Copy out all lines in the data below containing the string "that".

**Collected data entries**
-=-=-

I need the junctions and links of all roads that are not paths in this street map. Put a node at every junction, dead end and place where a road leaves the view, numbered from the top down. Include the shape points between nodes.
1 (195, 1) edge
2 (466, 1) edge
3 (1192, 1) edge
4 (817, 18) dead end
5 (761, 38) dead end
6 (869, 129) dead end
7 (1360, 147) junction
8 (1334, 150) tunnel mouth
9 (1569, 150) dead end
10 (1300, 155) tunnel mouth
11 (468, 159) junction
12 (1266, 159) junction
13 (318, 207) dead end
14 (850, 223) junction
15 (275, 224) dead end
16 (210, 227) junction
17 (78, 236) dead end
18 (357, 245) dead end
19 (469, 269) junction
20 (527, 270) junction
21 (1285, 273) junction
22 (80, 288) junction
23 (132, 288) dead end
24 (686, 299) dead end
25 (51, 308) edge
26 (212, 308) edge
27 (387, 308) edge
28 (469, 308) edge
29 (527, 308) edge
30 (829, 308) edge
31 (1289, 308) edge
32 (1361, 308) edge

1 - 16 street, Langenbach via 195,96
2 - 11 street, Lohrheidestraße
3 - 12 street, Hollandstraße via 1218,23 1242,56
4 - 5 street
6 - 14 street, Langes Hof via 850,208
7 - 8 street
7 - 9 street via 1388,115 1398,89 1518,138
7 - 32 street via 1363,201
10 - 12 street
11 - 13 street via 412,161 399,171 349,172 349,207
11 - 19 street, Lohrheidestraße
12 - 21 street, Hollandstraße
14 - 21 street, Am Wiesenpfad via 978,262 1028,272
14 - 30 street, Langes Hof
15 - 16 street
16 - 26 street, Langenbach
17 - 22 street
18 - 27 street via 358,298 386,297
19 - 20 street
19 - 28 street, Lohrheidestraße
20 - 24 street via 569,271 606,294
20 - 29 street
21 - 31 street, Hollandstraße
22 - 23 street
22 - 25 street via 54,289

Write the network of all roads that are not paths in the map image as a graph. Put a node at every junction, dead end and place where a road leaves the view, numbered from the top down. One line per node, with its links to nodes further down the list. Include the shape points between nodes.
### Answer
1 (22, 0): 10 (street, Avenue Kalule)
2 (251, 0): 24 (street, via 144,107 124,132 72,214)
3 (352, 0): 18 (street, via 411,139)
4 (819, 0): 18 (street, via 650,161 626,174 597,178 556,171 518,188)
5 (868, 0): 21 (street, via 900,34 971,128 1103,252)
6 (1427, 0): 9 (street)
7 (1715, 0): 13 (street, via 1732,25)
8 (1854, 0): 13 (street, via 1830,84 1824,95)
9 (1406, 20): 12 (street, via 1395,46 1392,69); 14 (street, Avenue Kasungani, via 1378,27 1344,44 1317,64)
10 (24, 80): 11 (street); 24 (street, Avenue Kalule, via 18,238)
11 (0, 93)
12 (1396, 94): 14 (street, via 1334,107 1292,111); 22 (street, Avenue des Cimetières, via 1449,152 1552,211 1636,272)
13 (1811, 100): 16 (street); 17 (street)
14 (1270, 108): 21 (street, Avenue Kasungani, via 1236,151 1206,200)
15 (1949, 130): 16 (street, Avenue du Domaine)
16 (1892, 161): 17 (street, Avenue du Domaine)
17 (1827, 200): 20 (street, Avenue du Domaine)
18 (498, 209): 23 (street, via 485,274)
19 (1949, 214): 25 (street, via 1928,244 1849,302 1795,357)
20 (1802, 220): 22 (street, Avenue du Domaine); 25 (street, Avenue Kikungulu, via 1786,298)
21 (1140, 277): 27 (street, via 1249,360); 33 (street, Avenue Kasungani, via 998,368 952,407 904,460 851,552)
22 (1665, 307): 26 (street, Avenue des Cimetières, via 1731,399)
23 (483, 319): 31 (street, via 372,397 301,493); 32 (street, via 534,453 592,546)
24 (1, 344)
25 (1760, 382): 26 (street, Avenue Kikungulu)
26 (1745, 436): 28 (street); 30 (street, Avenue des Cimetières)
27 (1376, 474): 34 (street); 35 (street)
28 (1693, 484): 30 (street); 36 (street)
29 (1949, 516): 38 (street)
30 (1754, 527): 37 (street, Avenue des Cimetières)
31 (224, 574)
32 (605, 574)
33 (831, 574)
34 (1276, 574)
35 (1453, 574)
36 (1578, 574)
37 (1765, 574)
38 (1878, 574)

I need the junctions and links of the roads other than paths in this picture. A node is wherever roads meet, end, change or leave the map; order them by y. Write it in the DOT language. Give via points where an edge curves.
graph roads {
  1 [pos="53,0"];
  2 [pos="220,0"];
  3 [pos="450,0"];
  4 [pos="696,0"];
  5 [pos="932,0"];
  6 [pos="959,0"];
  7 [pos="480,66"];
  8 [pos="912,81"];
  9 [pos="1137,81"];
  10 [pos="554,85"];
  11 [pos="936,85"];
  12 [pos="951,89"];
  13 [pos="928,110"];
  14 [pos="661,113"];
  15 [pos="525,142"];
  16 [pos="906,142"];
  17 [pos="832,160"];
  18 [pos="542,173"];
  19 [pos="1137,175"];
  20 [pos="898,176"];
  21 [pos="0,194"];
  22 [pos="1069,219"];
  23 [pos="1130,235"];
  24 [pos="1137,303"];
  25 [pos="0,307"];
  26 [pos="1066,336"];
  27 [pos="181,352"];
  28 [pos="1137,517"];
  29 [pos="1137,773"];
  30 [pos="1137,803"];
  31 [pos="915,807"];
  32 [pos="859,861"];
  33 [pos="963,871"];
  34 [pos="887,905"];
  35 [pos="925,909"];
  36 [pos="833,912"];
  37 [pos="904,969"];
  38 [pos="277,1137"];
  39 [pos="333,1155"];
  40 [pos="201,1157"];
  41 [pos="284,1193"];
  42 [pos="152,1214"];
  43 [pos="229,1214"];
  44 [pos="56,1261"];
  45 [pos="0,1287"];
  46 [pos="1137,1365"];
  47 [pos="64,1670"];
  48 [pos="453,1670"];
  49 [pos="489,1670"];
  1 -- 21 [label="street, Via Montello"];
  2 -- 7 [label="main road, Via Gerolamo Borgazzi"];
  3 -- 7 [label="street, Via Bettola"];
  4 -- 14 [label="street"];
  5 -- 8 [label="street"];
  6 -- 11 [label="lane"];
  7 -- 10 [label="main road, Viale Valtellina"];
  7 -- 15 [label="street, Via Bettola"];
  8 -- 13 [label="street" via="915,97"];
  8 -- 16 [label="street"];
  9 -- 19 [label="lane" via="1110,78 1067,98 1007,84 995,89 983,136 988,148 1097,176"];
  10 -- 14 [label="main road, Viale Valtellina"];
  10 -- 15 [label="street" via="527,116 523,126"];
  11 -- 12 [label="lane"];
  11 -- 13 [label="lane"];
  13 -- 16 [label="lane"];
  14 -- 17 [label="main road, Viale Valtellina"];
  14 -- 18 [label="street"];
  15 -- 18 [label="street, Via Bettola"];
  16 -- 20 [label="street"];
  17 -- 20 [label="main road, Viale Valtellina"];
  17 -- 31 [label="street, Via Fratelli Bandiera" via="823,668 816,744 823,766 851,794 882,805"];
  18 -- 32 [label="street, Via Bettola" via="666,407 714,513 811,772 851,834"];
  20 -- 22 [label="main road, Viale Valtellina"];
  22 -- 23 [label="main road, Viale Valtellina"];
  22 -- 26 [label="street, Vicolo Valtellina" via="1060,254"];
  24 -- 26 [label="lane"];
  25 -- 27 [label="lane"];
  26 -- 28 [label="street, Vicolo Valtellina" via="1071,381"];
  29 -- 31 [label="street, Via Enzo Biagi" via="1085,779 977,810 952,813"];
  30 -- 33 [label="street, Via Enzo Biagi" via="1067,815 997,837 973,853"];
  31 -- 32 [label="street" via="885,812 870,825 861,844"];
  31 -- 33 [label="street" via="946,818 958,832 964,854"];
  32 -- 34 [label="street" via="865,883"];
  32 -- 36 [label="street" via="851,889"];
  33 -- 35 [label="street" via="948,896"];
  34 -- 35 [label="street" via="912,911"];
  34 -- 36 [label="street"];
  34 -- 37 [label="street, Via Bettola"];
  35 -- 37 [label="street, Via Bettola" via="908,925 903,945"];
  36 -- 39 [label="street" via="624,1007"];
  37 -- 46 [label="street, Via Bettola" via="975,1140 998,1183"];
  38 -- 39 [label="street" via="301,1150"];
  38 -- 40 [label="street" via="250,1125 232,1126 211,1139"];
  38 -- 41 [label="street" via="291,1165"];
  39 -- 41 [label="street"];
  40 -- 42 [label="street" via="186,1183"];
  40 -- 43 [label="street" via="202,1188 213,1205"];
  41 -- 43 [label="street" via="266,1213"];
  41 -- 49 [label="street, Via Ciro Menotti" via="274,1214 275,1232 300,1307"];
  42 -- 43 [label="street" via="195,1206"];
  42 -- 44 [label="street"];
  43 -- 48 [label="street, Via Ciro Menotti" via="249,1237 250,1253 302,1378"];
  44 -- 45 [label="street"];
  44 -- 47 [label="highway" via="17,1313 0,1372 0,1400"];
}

-=-=-

**Solution to the problem**
I need the junctions and links of all roads that are not paths in this street map. Put a node at every junction, dead end and place where a road leaves the view, numbered from the top down. Include the shape points between nodes.
Write the network of all roads that are not paths in the map image as a graph. Put a node at every junction, dead end and place where a road leaves the view, numbered from the top down. One line per node, with its links to nodes further down the list. Include the shape points between nodes.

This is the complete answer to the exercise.